Muitos sonham
com uma vida sem leis nem regras, sem proibições ou ordens, uma vida totalmente
livre de qualquer obrigação ou norma. Para esses, também a religião deveria ser
livre de mandamentos, pois julgam que estes seriam resquícios de uma época
marcada pelo atraso cultural, pelo medo e por uma visão infantil da vida. Tais
sonhadores de uma fé sem dogmas, de um cristianismo sem leis, e de um Cristo
sem cruz, perguntam: "Afinal, Jesus não veio nos libertar de toda escravidão
ou opressão? Não é ele o libertador?"
É o
libertador, sim, mas nem por isso deixou de falar de sacrifício (“Quem quiser
me seguir, renuncie a si mesmo”), de porta estreita (só passa por ela quem se
desapega de si mesmo e do pecado) e de doação ("Amarás ao Senhor teu Deus
de todo o coração e ao próximo como a ti mesmo") como norma de
comportamento. Além disso, deixou claro que não veio abolir a Lei ou os
Profetas: "Não vim para abolir, mas para cumprir" (Mt 5,17).
Precisamos
compreender que os mandamentos não são simplesmente um peso desagradável que,
quanto antes, devemos tirar de nossos ombros. Jesus veio nos ensinar o sentido
das leis e nos mostrar que, diante do plano de amor de seu Pai, não basta uma
obediência externa e formalista. Ser cristão é muito mais do que seguir uma
série de leis, normas e prescrições; é seguir uma pessoa, isto é, o próprio
Jesus Cristo, fazendo de suas palavras e de seu comportamento o fundamento de
nossa vida.
A liberdade
nos dá a possibilidade e a responsabilidade de escolher entre o bem e o mal. Os
mandamentos nos ajudam a escolher o bem. Um pai/ uma mãe que ama seu filho, sua
filha, não quer que eles sofram, se machuquem ou se prejudiquem de algum modo.
Por isso, antecipa-se a possíveis problemas, prevenindo-os e orientando seus
filhos. Nascem, como fruto dessa preocupação, constantes advertências:
"Não ande com más companhias! Estude!
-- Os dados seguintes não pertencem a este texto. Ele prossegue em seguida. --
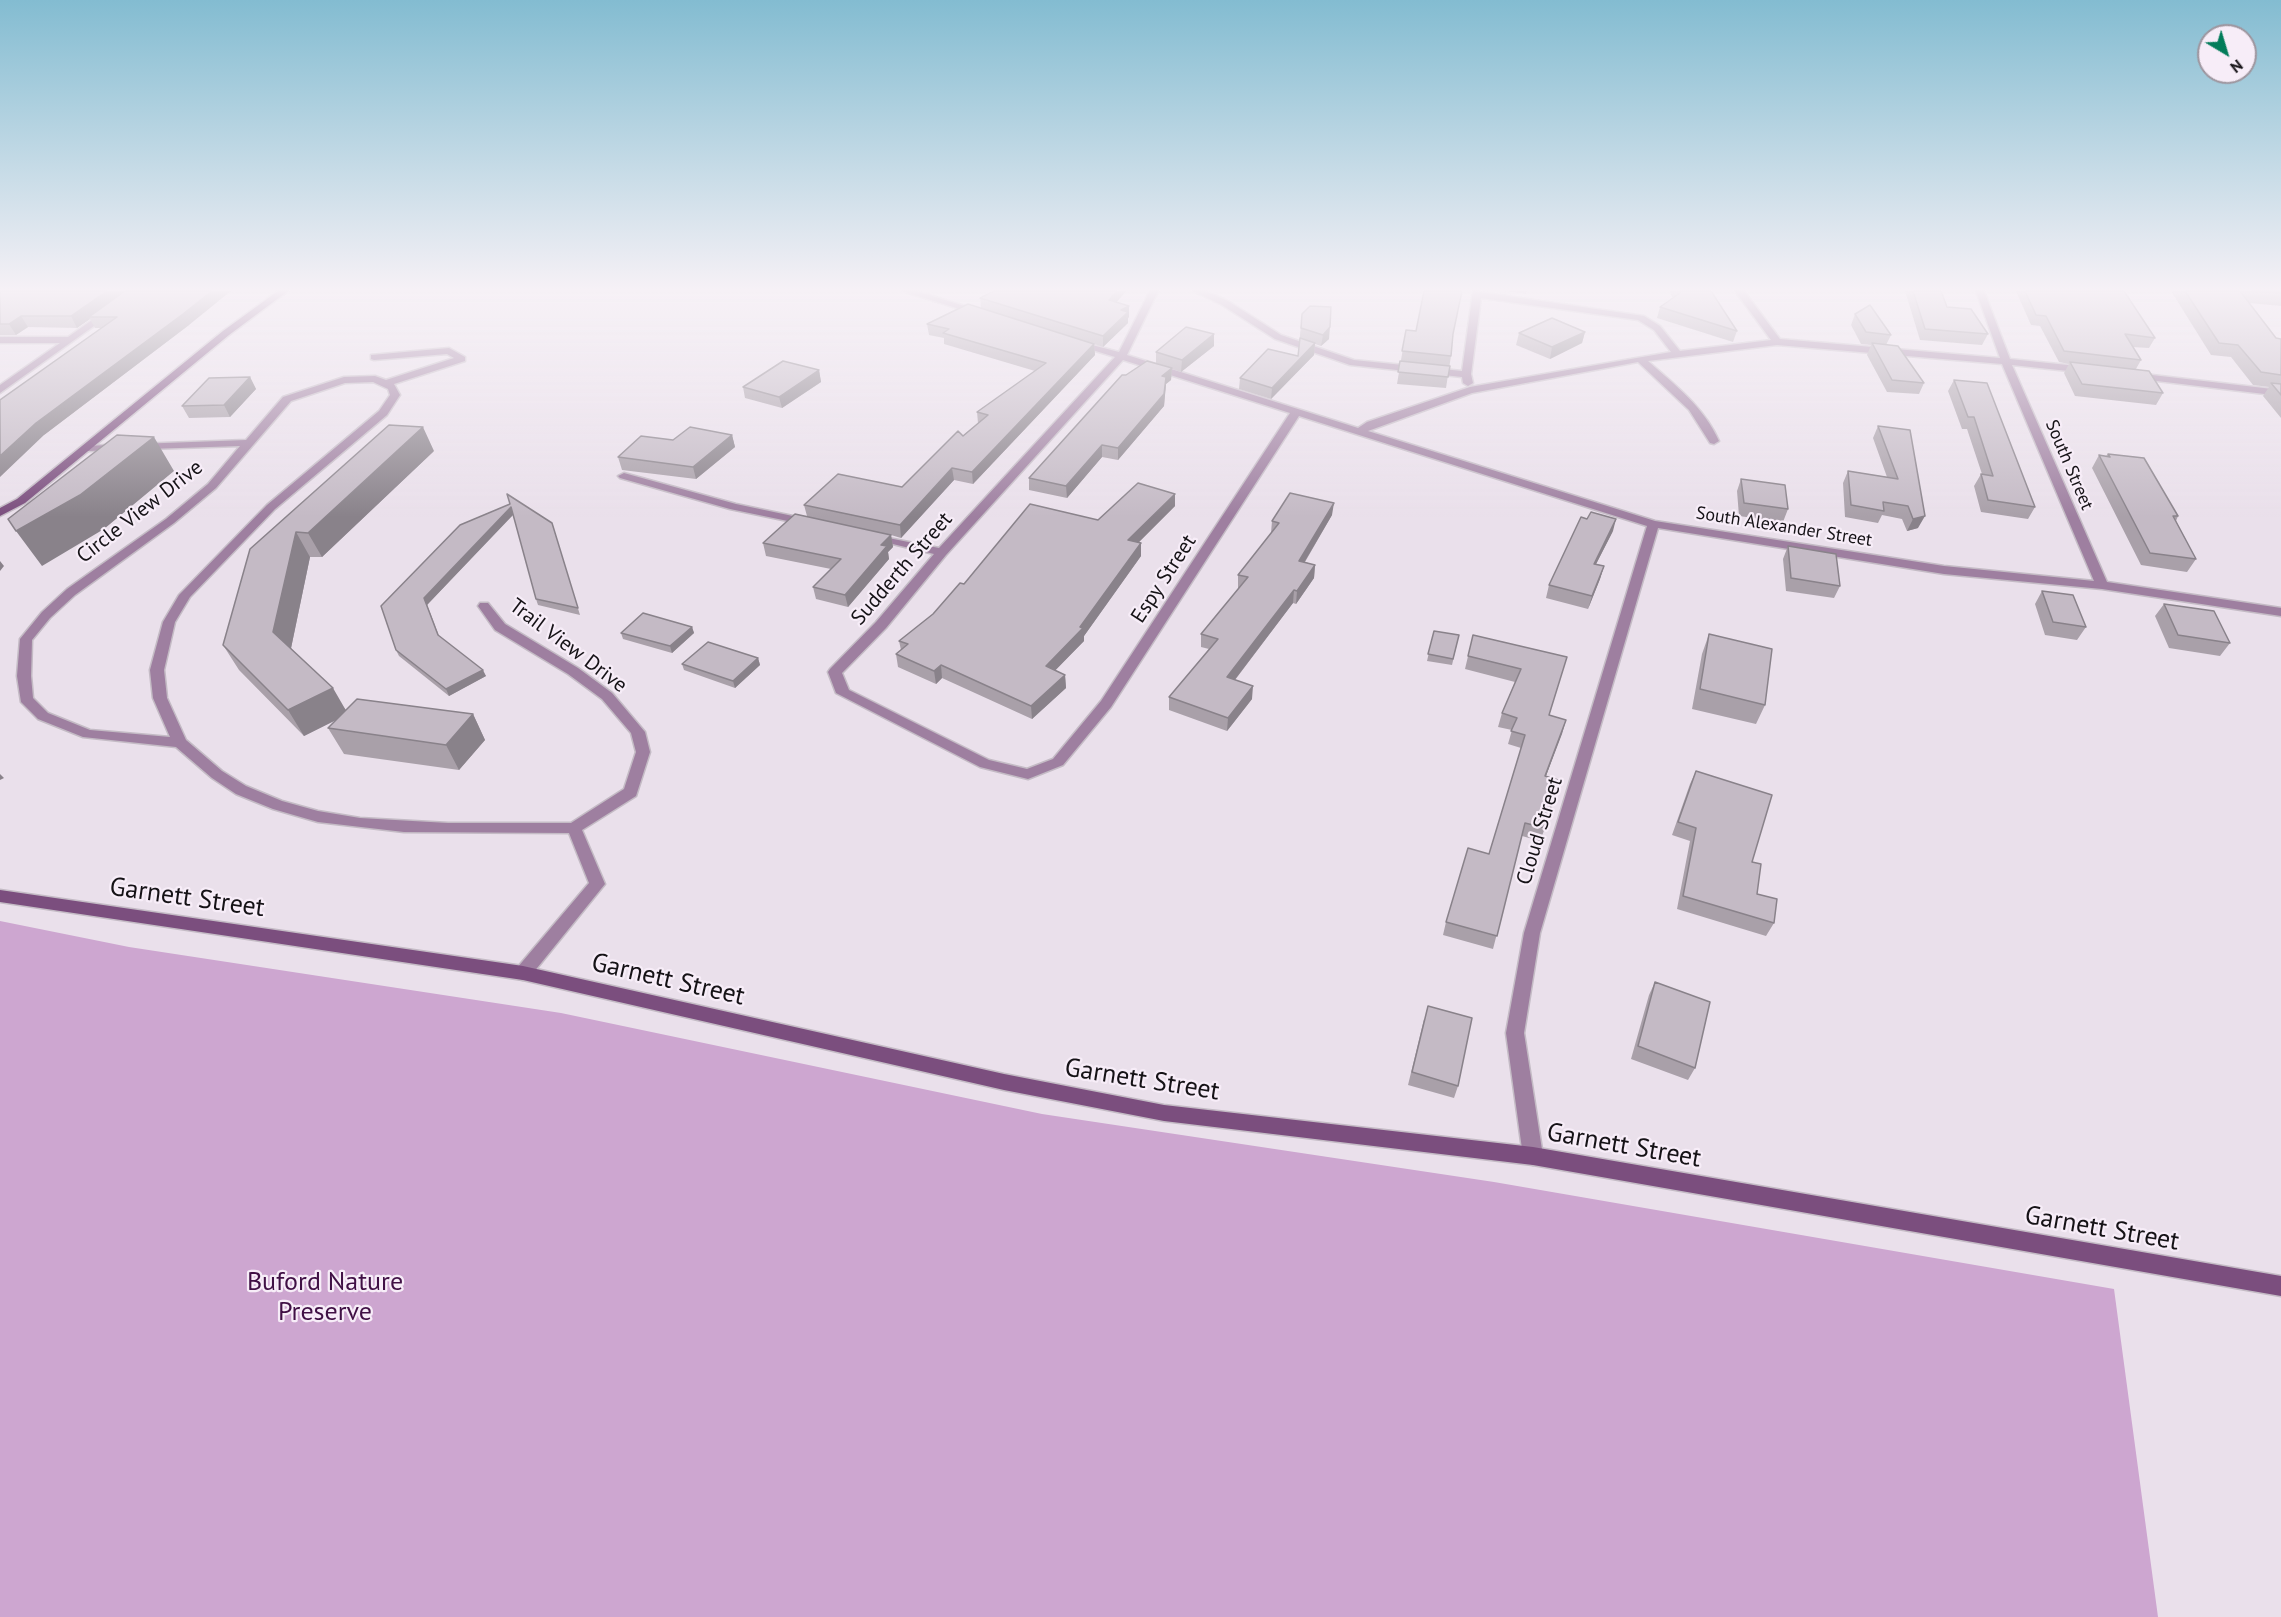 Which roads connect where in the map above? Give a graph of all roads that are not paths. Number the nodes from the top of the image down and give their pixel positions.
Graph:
1 (32, 366) edge
2 (186, 366) edge
3 (439, 366) edge
4 (1112, 366) edge
5 (1150, 366) edge
6 (1389, 366) edge
7 (1467, 366) edge
8 (1599, 366) edge
9 (1648, 366) edge
10 (2008, 366) edge
11 (2052, 366) edge
12 (2098, 372) edge
13 (1466, 374) junction
14 (2121, 374) edge
15 (384, 384) junction
16 (0, 390) edge
17 (1470, 390) junction
18 (2281, 393) edge
19 (1295, 413) junction
20 (1358, 432) junction
21 (1713, 441) dead end
22 (248, 443) junction
23 (87, 448) junction
24 (624, 476) dead end
25 (0, 513) edge
26 (815, 524) edge
27 (1653, 524) junction
28 (861, 534) edge
29 (942, 552) junction
30 (2102, 585) junction
31 (484, 606) dead end
32 (2281, 612) edge
33 (180, 743) junction
34 (1058, 762) joint
35 (574, 828) junction
36 (0, 896) edge
37 (523, 974) junction
38 (1533, 1156) junction
39 (2281, 1286) edge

Não corra depois do almoço!" Os
filhos são livres. Poderão aceitar ou não as ordens do pai/ da mãe.
Aceitando-as, terão que se privar de certas coisas que lhe parecem ser muito
agradáveis e desejáveis. Com o tempo, aprenderão que, ao renunciar a elas,
livraram-se de inúmeros problemas.
Poderá
acontecer também que os filhos se sintam por demais tolhidos e se rebelem
contra as advertências paternas. Desejosos de escolher seu próprio caminho, e
não aceitando "perder a liberdade", começam a fazer o que querem.
Perguntemo-nos – sabendo antecipadamente a resposta: passarão a ser, então,
realmente, livres? Encontrarão a realização desejada?
Segundo a
visão cristã, a lei expressa o projeto de Deus que é Pai e que quer o melhor
para seus filhos. Por isso mesmo, antes de expressá-la por palavras, o Criador
as escreveu na intimidade do coração de seus filhos e filhas. Descobrir, pois,
o valor dos mandamentos, é um gesto de sabedoria; interpretá-las à luz do amor,
é uma graça. Com o tempo perceberemos que os mandamentos encerram um projeto de
vida e são fonte de paz para quem os assume.
Jesus nos
ensinou a não sermos escravos da lei. Uma pessoa escraviza-se a ela quando fica
somente no plano da obediência, sem amor, ou quando se prende tão somente à
letra do que é prescrito. Tomemos, a título de exemplo disso, o 5º mandamento,
que diz para "não matar". Ele nos proíbe tirar a própria vida e a vida
de qualquer pessoa. Mas vai além: nos ensina a cuidar da saúde, a promover a
vida daqueles que, sozinhos, não conseguem superar suas limitações, a tomar a
defesa dos desprotegidos, a lutar contra a poluição, a batalhar em favor da
ecologia etc. Também os demais mandamentos contêm todo um programa de vida. Seu
conjunto nos apresenta um caminho da realização pessoal e comunitária. Por não
acreditar nisso, nossos contemporâneos, que tanto desejam ser livres, vivem
presos às suas próprias inquietações e escravidões. Quem não segue os
mandamentos, prende-se a ídolos.
Em síntese: os
mandamentos não são placas de proibições, mas setas de indicação. Segui-los é
fazer uma experiência de amor e de liberdade.